You can’t blame New York parents for feeling baffled and angry at state education officials.

From 2006-2010, the state told them that their children were making incredible gains on the state tests.

Many people thought that the gains were so high that it couldn’t be true.

So state education officials brought in Professor Daniel Koretz of Harvard and Professor Jennifer Jennings of New York University to review the tests and the scores. They reported that the tests had become too predictable, that too few standards were tested, and that the results were inflated. So in 2010, scores dropped across the state as the scores were adjusted.

Then came the switch to Common Core, and the scores across the state collapsed in 2013. Two-thirds of all students “failed” to reach what the state called proficiency. Parents were furious, especially in districts where the graduation rate was well over 90%, and most students were accepted at good colleges. How did their children go from success to failure in such a short time? How could their children be both college-bound yet not, in the state’s telling, “college ready.”

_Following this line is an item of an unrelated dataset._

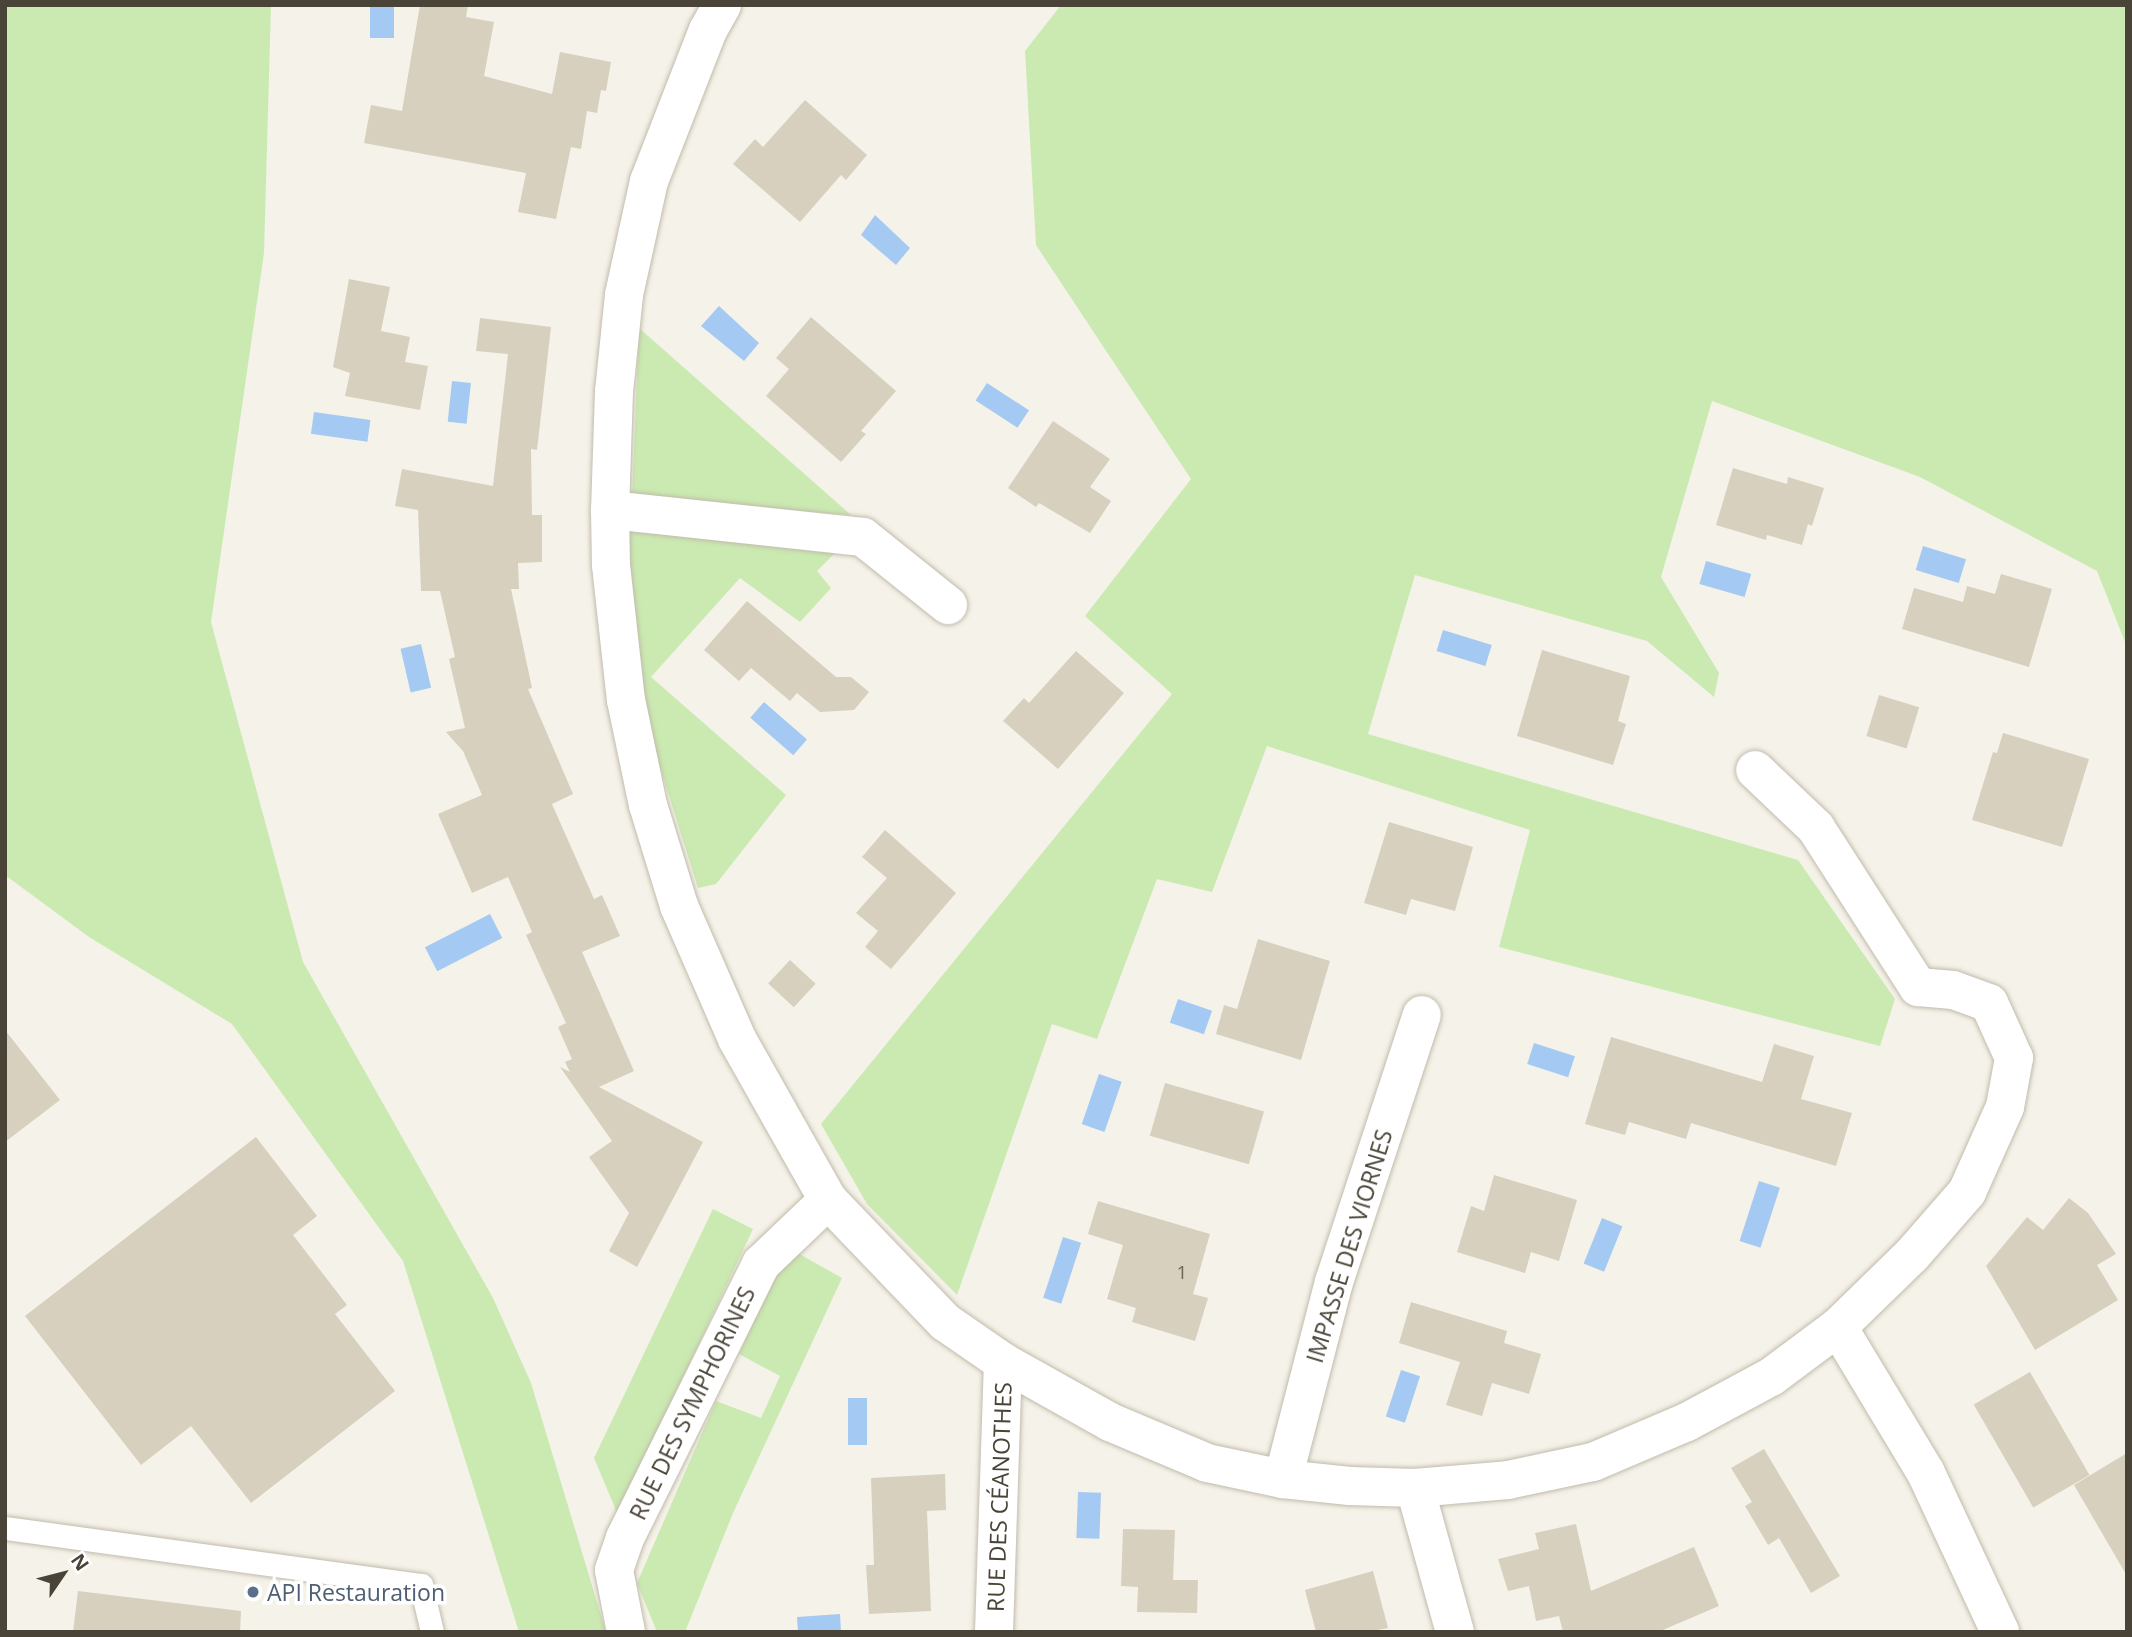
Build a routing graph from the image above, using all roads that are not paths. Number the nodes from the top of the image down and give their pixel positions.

Well, the main reason scores collapsed was that the state education department insisted on aligning New York’s “proficiency” mark with that of the federal NAEP. This was a huge error. NAEP proficiency is a mark of “solid academic achievement.” It is not a grade-level mark; it is not a passing mark. Typically, only 35-40% of students in every state reach NAEP proficient. In my seven years on the governing board of NAEP, I considered it to be akin to an A or a B+. The only state where as many as 50% of students achieve NAEP proficient is Massachusetts.

So if the Common Core tests are not only harder but have a grading scale that is sure to “fail” more than 50% of all students—including 80% of black and Hispanic students, 97% of English learners, and 95% of students with disabilities–what will the state do with all those kids who are not college and career ready?

Want to know more about how the New York State Education Department has fiddled with the test scores? As activist Leonie Haimson says, “do not trust data from the New York State Education Department.”

Blogger Perdido Street calls for an investigation.

Blogger Lace to the Top expresses frustration at the fluctuation in scores.

Many parents are angry at the state and angry at Pearson for concealing 50% of the questions and for the poor quality of many of the questions that were released.

What a mess!

In response to a post about the Common Core, contemplating whether the ship had already sailed, our resident poet “SomeDAM Poet (Devalue Added Model) wrote these lines:

from the old folk song

Oh, they built the Common Core, to sail the ocean blue.
For they thought it was a standard that Gates could ram right through.
It was on its maiden trip, that a teacherberg hit the ship.
It was sad when the Common Core went down.


It was sad, so sad.
It was sad, so sad.
It was sad when the Common Core went down (to the bottom of the….)
Duncans and Rhees, Pearson Testing lost their fees.
It was sad when the Common Core went down.

Oh Obama smiled and winked
As the ship began to sink
And he said “The scores are surely going to stink”
So he S.O.S.ed Bill Gates
And he sealed both of their fates
It was sad when the Common Core went down

Repeat chorus

They were not far from the shore, ’bout a thousand miles or more,
When the states refused to teach the Common Core
So they canceled all their waivers, and burned up all their “savers”
It was sad when the Common Core went down.

Repeat chorus

Oh, the teachers saved the weak, as the ship began to leak.
And a band of VAMmers played their mathy hymns
With, “Nearer my God to Rhee”, they were swept into the sea.
It was sad when the Common Core went down.

Some say the ship has already sailed. Some say the train has left the station. But others say they never knew the train was in the station, and they wonder why they are passengers on a train they never booked tickets for, and how it could leave the station when no one knew it had arrived except the drivers.

Still others say that the ship is in trouble. When it sailed, the skies were clear. But uh-oh. Is the crew rebelling? Are the passengers? What about those rough seas?